Ay, amiga Pity, si supiera los ojos que ella puso cuando le pregunté por la búsqueda del reconocimiento social...
- “¡Pero, si todos queremos ser reconocidos! ¿Acaso, usted, no le importa?” le dije, con vehemencia, a la Tía Rosa.
-“Claro que sí, pero yo sólo sé distinguir la lealtad...”, fue su respuesta. Y agregó, muy cuidadosamente, “Es que, al Chileno, ¡le cuesta tanto recibir ordenes!; le gusta hacer lo que él quiere, algo así como los niños cuando juegan”.
- “No entiendo, o sea, creo que a todos nos gusta demostrar que sabemos o podemos hacer algo. Y, supongo, que a todos nos gusta que los demás lo aprecien, como cuando sus alumnos sacaban buenas notas...además no comprendo qué tiene que ver la lealtad con todo esto”.
- “Entonces, si quieres crecer, debes darte el tiempo de pensar y buscar respuestas con apertura y sencillez, depende de ti...”

A ver mi cara de pregunta, ella agregó con pasión, “Al Chileno, verás, no le gusta recibir órdenes, eso ocurre por falta de auto estima, y suele confundir la fortaleza con la soberbia. Mi trabajo, antes de jubilarme, consistía en enseñar la diferencia.

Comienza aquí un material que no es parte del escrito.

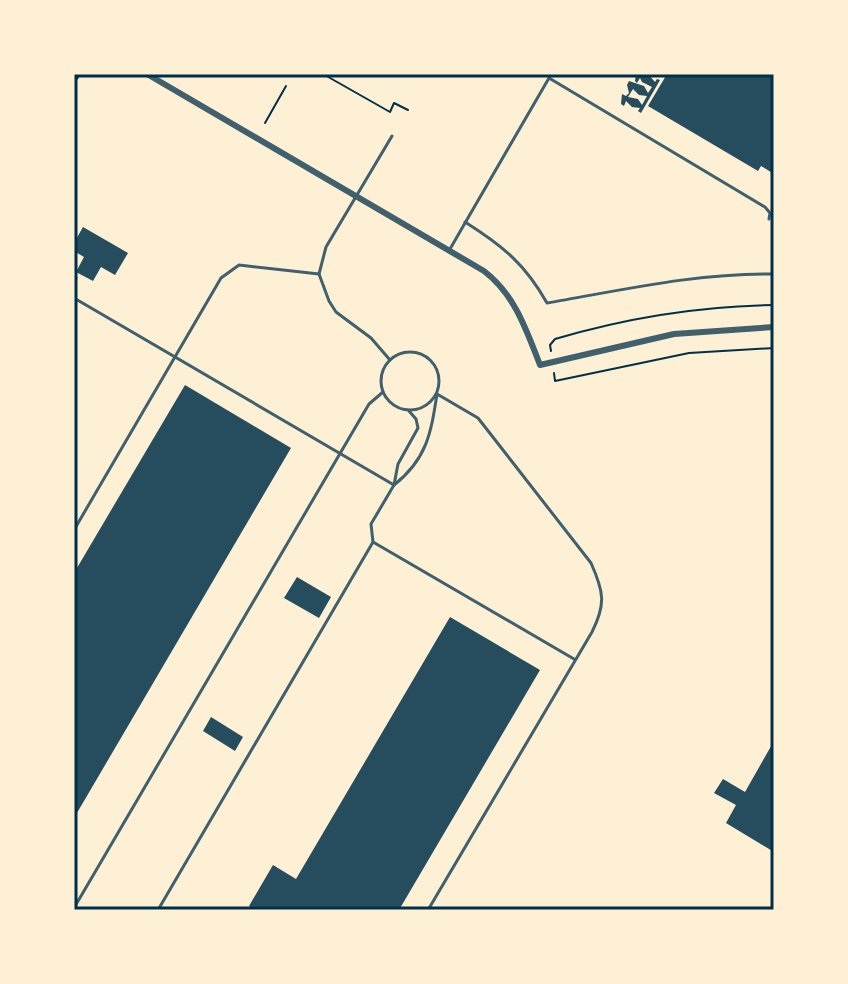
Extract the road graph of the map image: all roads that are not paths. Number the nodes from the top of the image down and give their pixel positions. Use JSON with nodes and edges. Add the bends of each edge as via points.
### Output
{"nodes":[{"id":1,"x":147,"y":74,"type":"edge"},
{"id":2,"x":392,"y":136,"type":"dead end"},
{"id":3,"x":357,"y":197,"type":"junction"},
{"id":4,"x":769,"y":219,"type":"dead end"},
{"id":5,"x":465,"y":222,"type":"junction"},
{"id":6,"x":450,"y":249,"type":"junction"},
{"id":7,"x":319,"y":274,"type":"junction"},
{"id":8,"x":774,"y":274,"type":"edge"},
{"id":9,"x":74,"y":298,"type":"edge"},
{"id":10,"x":774,"y":327,"type":"edge"},
{"id":11,"x":174,"y":357,"type":"junction"},
{"id":12,"x":390,"y":360,"type":"junction"},
{"id":13,"x":383,"y":392,"type":"junction"},
{"id":14,"x":437,"y":394,"type":"junction"},
{"id":15,"x":409,"y":411,"type":"junction"},
{"id":16,"x":341,"y":453,"type":"junction"},
{"id":17,"x":394,"y":485,"type":"junction"},
{"id":18,"x":74,"y":530,"type":"edge"},
{"id":19,"x":373,"y":542,"type":"junction"},
{"id":20,"x":575,"y":660,"type":"junction"},
{"id":21,"x":74,"y":908,"type":"edge"},
{"id":22,"x":158,"y":910,"type":"edge"},
{"id":23,"x":428,"y":910,"type":"edge"}],
"edges":[{"from":1,"to":3,"type":"street"},
{"from":2,"to":3,"type":"lane"},
{"from":3,"to":6,"type":"street"},
{"from":3,"to":7,"type":"lane","via":[[326,247]]},
{"from":4,"to":5,"type":"lane","via":[[765,207],[549,78]]},
{"from":5,"to":6,"type":"lane"},
{"from":5,"to":8,"type":"lane","via":[[514,257],[547,303],[678,279]]},
{"from":6,"to":10,"type":"street","via":[[490,275],[508,295],[540,365],[674,334]]},
{"from":7,"to":11,"type":"lane","via":[[239,265],[228,271]]},
{"from":7,"to":12,"type":"lane","via":[[336,312]]},
{"from":9,"to":11,"type":"lane"},
{"from":11,"to":16,"type":"lane"},
{"from":11,"to":18,"type":"lane"},
{"from":12,"to":13,"type":"lane","via":[[383,369]]},
{"from":12,"to":14,"type":"lane","via":[[411,352],[432,361],[440,382]]},
{"from":13,"to":15,"type":"lane","via":[[389,402]]},
{"from":13,"to":16,"type":"lane","via":[[369,404]]},
{"from":14,"to":15,"type":"lane","via":[[430,403]]},
{"from":14,"to":17,"type":"lane","via":[[431,437],[411,471]]},
{"from":14,"to":20,"type":"lane","via":[[478,418],[591,563],[602,609]]},
{"from":15,"to":17,"type":"lane","via":[[418,428],[398,464]]},
{"from":16,"to":17,"type":"lane"},
{"from":16,"to":21,"type":"lane"},
{"from":17,"to":19,"type":"lane","via":[[371,524]]},
{"from":19,"to":20,"type":"lane"},
{"from":19,"to":22,"type":"lane"},
{"from":20,"to":23,"type":"lane"}]}
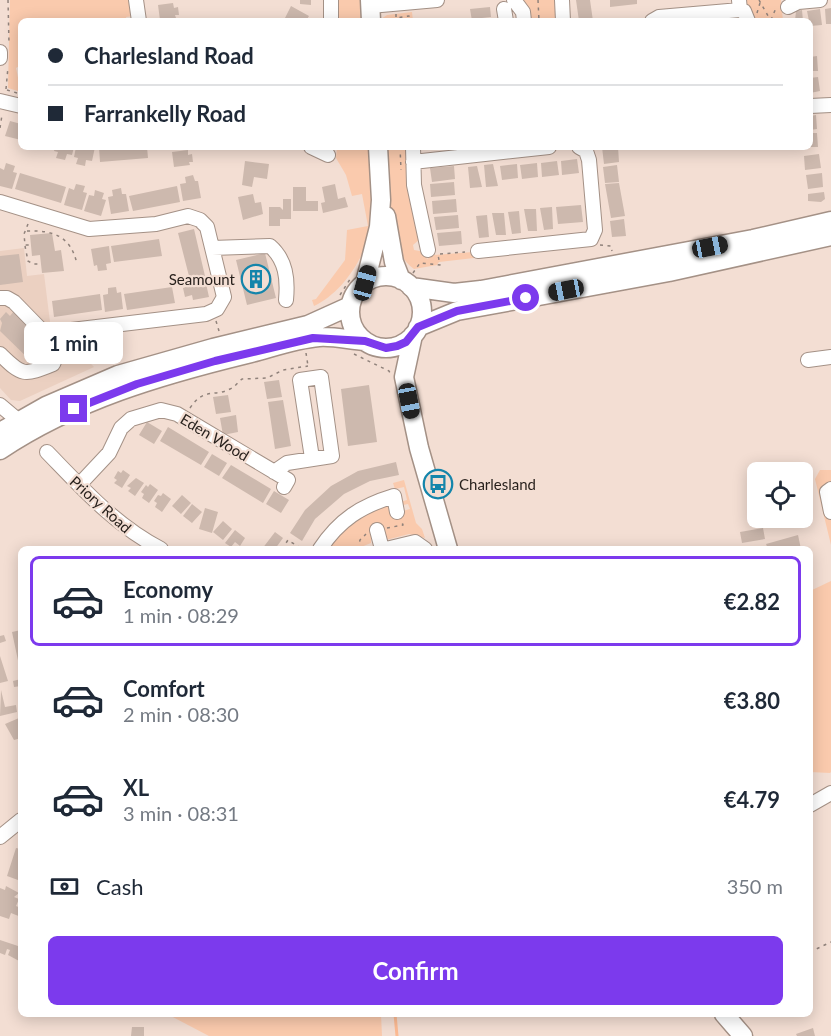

Una vez, la municipalidad me dio la oportunidad de elegir y recomendar a algunas personas de mi escuela, cuando yo ya era directora, para realizar unos trabajos remunerados. Era un sueldo bastante tentador.

Entonces, una señora conocida del alcalde de esa época, me pidió que recomendara a sus dos hijas quienes tenían estudios más avanzados que mis niños que salían de cuarto medio, esas jóvenes me dejarían muy bien parada frente al alcalde y frente a la comunidad. Yo tendría el reconocimiento del cual me hablas.

Tuve que pensarlo dos veces ya que, para la sociedad y para mi reconocimiento, esas niñas eran las candidatas adecuadas para el trabajo. Sin embargo, pensé en los míos, pensé que ellos sí necesitaban el trabajo. Pensé que si no les doy la oportunidad, podrían convertirse en delincuentes y terminar robando animales”.

- “Ah, bueno, eso parece sensato...”

- “En realidad, no lo es tanto, y ahí está la magia de la fortaleza...Una maestra confía en sus niños y antepone su confianza formadora por sobre las posibles conveniencias del qué dirán o de las amistades...Primero, está la gente mía, la gente pobre que necesitaba trabajar, aquellos que habían terminado el cuarto medio con esfuerzo, los que quisieron aprender sin miedo a obedecerme, ellos confiaron en mí y yo en la educación que les di, sin espacio para la soberbia. Tuve que ser honesta, aunque no les estuviera dando el gusto a los jefes o a sus amistades. Recomendé a mis mejores alumnos...”

-“¿Y, qué pasó? Es decir, ¿cumplieron con los trabajos, ellos fueron productivos? ¿Dio buenos resultados?”

- “Los mejores resultados del mundo. Ellos aprendieron la lealtad”.

A lo lejos, un guitarreo lánguido despide el sol Linarense, con orgullo y agradecimiento.